GR00T N1.6

Author’s Note

Textbook scale-up. DiT doubled (16→32 layers), VLM upgraded from Eagle to Cosmos. Shows that bigger models produce smoother, more accurate motions.
Relative Action Space introduced. Predicts relative actions from current state instead of absolute coordinates. More robust to position changes with less jittery movements.
Full loco-manipulation support. Added whole-body motion data with Unitree G1 walking while manipulating. Directly addresses the core humanoid use case.

Key Significance

2x DiT Expansion: Diffusion Transformer scale expansion from 16 to 32 layers
Cosmos VLM Introduction: VLM changed from Eagle to Cosmos-Reason-2B, enhanced reasoning capability
Relative Action Space: Improved generalization and adaptability with relative action space
Sim-to-Real Performance Improvement: Improved zero-shot simulation-to-real-world transfer
Loco-manipulation Support: Supports whole-body motion combining locomotion and manipulation

Overview

Item	Details
Announced	September 29, 2025 (CoRL 2025, Seoul)
Type	Vision-Language-Action (VLA)
Parameters	3B
VLM	Cosmos-Reason-2B
DiT	32 layers (2x compared to N1.5)
Action Space	Relative Action Space
GitHub	NVIDIA/Isaac-GR00T
Hugging Face	nvidia/GR00T-N1.6-3B

Key Improvements over N1.5

1. DiT Layer Expansion (16 → 32)

Aspect	N1.5	N1.6
DiT Layers	16	32 (2x)
Effect	-	Smoother, less jittery movements, easier adaptation to changing positions

The larger 32-layer Diffusion Transformer, combined with state-relative action prediction, generates more flexible and adaptive motions.
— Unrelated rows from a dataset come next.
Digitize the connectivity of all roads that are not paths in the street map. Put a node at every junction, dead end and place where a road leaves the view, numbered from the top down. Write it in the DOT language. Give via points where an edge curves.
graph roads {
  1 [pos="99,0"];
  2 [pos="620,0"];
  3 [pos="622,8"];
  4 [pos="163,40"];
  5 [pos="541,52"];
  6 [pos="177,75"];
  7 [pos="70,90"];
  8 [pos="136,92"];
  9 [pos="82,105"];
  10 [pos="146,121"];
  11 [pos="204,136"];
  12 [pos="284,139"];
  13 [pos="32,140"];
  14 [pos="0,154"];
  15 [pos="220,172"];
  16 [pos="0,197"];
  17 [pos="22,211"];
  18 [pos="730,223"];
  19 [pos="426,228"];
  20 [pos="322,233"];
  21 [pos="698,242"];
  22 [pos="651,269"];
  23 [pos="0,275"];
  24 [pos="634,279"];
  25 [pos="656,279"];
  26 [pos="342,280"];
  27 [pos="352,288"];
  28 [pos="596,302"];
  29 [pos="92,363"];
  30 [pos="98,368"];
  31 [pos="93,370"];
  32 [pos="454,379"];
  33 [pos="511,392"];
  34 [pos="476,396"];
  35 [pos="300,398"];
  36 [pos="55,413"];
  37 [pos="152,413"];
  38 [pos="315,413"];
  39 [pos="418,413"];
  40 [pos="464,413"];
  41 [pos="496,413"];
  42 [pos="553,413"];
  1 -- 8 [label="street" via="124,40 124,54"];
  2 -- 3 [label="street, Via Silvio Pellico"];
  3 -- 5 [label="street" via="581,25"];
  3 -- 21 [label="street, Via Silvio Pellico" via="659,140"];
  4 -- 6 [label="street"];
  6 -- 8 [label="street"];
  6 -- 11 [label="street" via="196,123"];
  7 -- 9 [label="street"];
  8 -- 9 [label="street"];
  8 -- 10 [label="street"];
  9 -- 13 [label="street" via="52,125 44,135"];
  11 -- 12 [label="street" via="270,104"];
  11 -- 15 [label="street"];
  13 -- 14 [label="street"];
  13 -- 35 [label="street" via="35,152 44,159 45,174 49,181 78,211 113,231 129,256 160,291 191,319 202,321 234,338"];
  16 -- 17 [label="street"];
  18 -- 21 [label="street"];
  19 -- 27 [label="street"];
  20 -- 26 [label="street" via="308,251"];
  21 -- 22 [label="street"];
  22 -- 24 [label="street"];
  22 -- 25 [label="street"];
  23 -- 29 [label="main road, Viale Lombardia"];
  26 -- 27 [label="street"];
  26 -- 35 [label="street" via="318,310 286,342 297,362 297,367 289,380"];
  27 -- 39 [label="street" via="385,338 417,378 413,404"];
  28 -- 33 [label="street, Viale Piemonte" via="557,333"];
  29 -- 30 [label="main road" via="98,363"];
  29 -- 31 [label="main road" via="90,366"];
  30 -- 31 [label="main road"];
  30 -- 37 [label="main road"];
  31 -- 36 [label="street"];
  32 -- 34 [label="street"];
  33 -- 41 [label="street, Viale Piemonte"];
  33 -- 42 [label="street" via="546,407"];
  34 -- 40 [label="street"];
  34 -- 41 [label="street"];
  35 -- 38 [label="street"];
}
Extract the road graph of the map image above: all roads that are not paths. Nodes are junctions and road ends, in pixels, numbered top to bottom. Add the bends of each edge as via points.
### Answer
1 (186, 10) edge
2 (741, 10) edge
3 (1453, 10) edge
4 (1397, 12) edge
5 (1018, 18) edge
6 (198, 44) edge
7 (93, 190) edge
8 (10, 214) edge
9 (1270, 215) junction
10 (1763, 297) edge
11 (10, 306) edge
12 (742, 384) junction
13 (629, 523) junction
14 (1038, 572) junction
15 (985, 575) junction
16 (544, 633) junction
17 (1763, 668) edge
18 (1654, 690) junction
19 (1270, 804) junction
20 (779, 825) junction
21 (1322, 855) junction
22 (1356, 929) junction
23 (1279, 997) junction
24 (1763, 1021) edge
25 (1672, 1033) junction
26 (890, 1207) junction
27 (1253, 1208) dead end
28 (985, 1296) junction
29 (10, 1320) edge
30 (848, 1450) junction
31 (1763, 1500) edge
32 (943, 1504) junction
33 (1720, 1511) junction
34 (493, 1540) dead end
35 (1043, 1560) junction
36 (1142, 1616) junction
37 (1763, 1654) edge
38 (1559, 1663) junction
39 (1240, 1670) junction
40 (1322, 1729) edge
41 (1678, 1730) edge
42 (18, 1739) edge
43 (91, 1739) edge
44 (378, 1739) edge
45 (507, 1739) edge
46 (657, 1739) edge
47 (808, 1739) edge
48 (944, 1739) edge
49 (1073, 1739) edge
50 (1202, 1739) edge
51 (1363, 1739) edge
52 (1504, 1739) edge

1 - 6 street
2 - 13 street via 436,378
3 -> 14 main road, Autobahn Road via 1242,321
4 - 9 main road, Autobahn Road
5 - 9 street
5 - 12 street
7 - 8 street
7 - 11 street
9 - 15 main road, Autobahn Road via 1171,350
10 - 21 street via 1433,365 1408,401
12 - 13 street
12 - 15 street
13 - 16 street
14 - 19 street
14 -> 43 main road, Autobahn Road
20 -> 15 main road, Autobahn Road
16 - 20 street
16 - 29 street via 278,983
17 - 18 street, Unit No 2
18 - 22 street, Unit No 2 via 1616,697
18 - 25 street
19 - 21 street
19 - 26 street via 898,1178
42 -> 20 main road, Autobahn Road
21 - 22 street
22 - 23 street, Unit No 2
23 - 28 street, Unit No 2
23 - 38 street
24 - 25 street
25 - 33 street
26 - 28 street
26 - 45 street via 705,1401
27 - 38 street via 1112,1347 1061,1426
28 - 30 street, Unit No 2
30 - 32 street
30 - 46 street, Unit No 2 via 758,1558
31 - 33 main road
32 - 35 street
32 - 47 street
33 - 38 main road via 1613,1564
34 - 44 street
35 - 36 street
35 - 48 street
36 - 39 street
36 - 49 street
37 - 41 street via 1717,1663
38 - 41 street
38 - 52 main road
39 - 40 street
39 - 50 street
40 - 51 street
2. Cosmos VLM (2B) Introduction

N1.6 uses NVIDIA Cosmos-Reason-2B VLM as its base VLM instead of Eagle.

Aspect	N1.5	N1.6
VLM	Eagle 2.5 (1B)	Cosmos-Reason-2B
Parameters	~1B	2B (2x)
VLM Training	Fully frozen	Top 4 layers unfrozen
Adapter	4-layer transformer	Removed

Cosmos-Reason Key Features:

Flexible resolution support: Can encode images at native aspect ratio without padding
Deep thinking capability: Serves as the robot’s “deep thinking brain”
Ambiguous instruction interpretation: Converts ambiguous instructions into step-by-step plans using prior knowledge, common sense, and physics

3. Relative Action Space

N1.6 predicts state-relative action chunks instead of absolute joint angles or EEF positions.

Aspect	N1/N1.5	N1.6
Action Space	Absolute	Relative
Motion Characteristics	Fixed position based	Relative to current state

Advantages:

Smoother and more accurate motion generation
Easier adaptation to changing positions
Less jittery movements

Caveats:

Error accumulation may occur on small datasets, affecting correction capability

Architecture

GR00T N1.6 Model Architecture

GR00T N1.6 Model Architecture (Source: NVIDIA Research)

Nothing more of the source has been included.